By Donna Kardos Yesalavich

The energy sector led U.S. stocks higher Friday after the International Energy Agency boosted
its estimate for global oil demand, but the gains were limited by concerns that China may soon
announce additional tightening measures.

The Dow Jones Industrial Average (DJI) rose 36 points, or 0.3%, to 10450. Chevron (CVX) was
the measure's best performer, up 1.4%, and crude-oil futures climbed above $75 a barrel, after
the International Energy Agency raised its estimate for global oil demand for 2010. However, the
industry watchdog also warned that there is a continuing "significant downside risk" to its
forecasts if the world economy were to stall.

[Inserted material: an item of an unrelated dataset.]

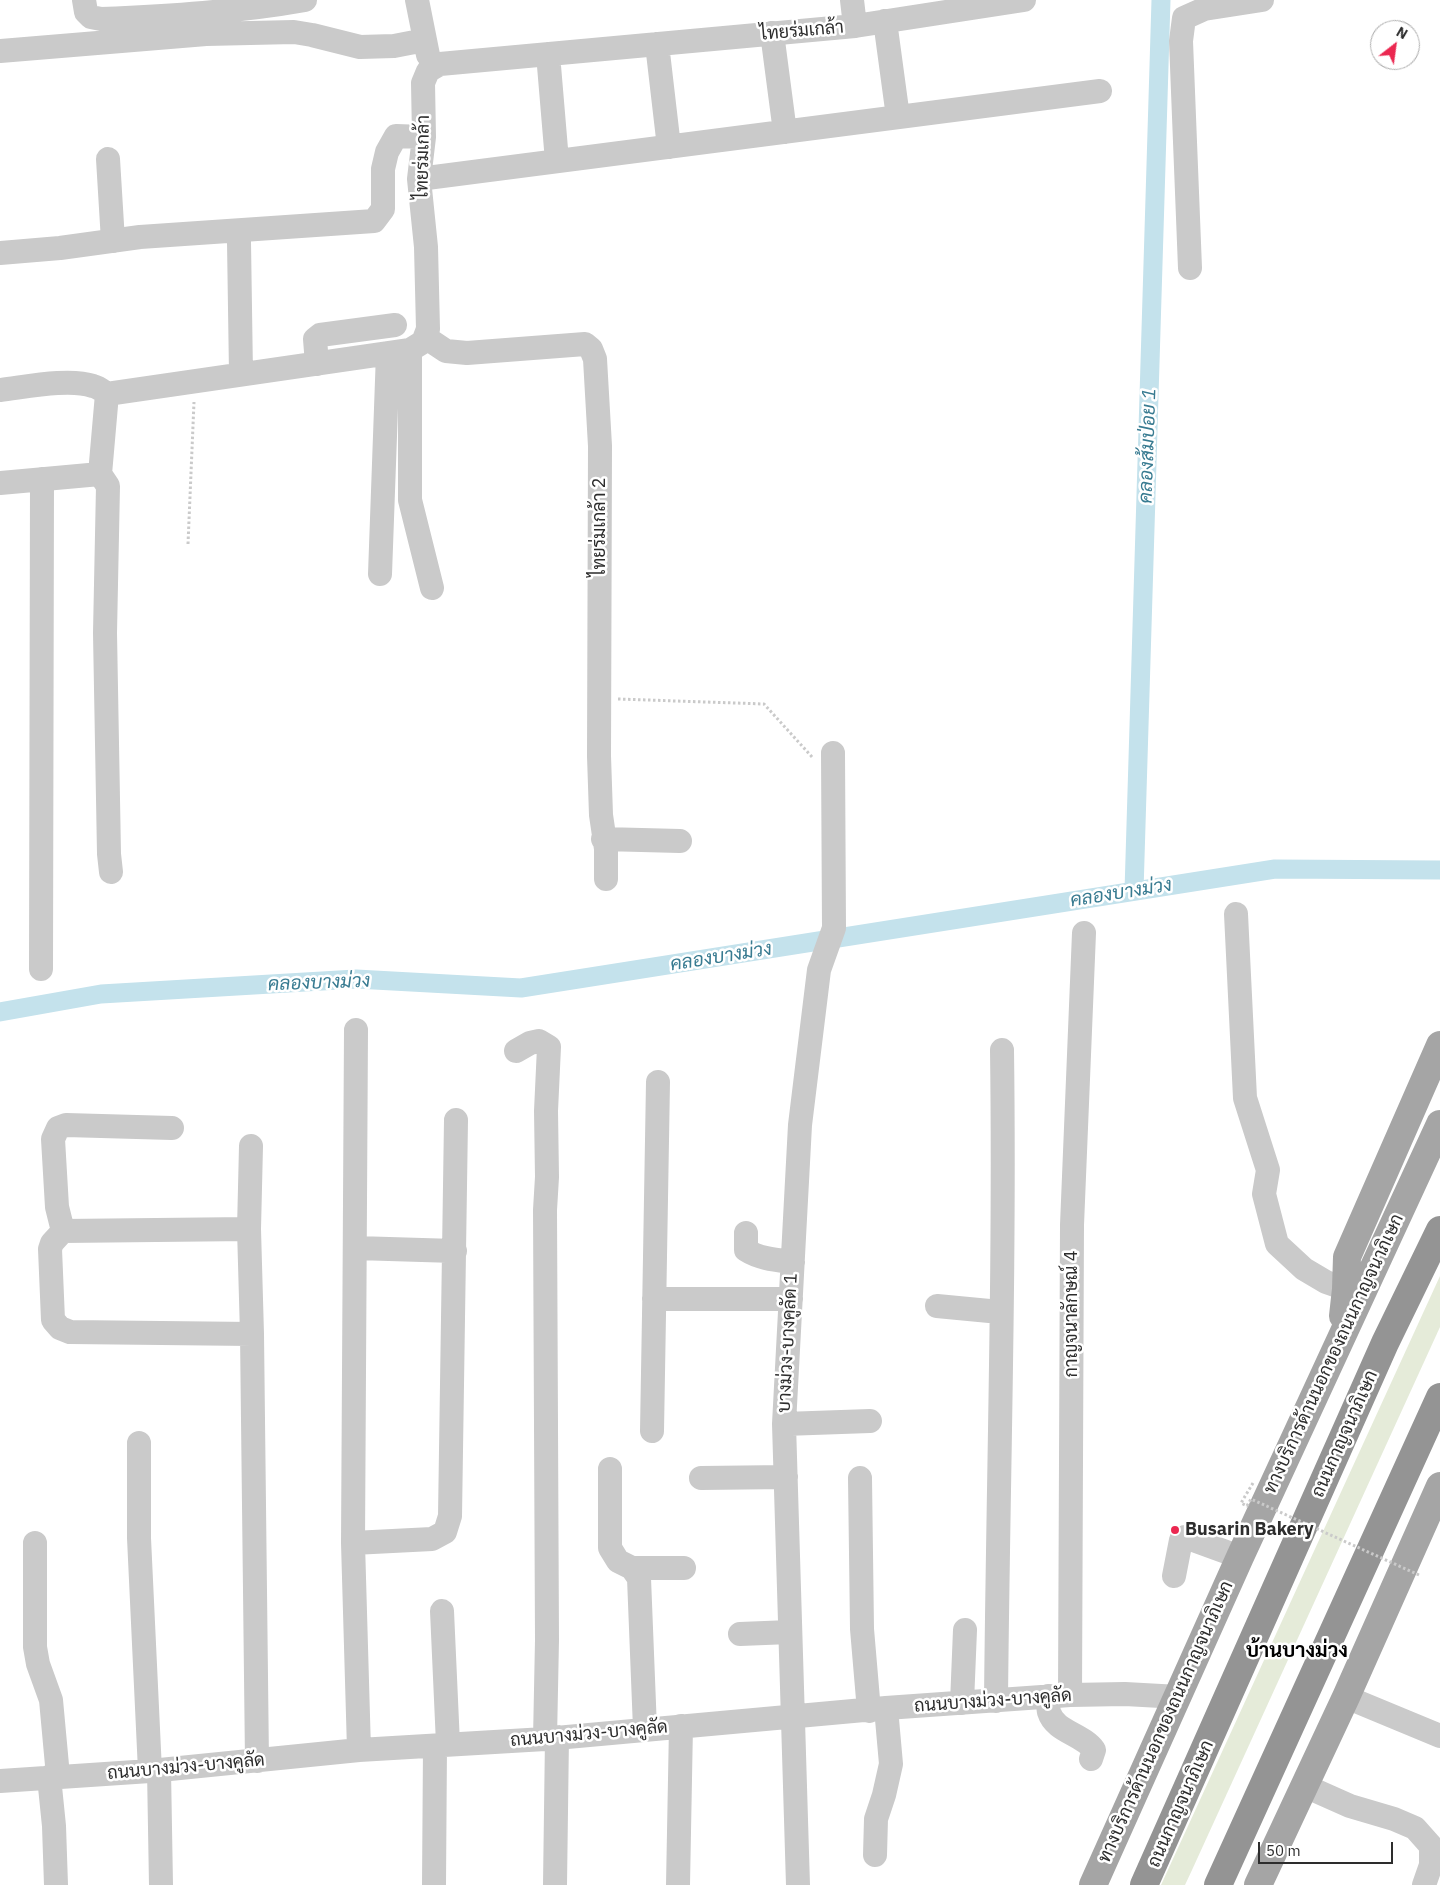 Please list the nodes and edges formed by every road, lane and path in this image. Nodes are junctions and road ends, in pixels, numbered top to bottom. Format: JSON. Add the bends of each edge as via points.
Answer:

The Nasdaq Composite (RIXF) edged up 0.4% to 2245. The Standard & Poor's 500 index (SPX)
tacked on 0.5% to 1109, with its energy sector leading to the upside while consumer and
materials stocks were also strong.

The gains came as data from China showed its August imports were up 35.2% year over year, to
$119.27 billion, better than the 25% increase that was expected by economists. That was seen as
a sign that China's government-engineered slowdown in economic growth wasn't as severe as
some had projected.

However, investors were still concerned about how China's efforts to slow its growth would
impact demand for metals and other commodities, as the country's tightening measures are likely
not over. There is speculation that China will soon roll out additional moves to put the brakes on
its growth.

In the U.S, inventories at U.S. wholesalers rose in July by the most in two years, although the
size of the increase outpaced a rise in sales of distributors.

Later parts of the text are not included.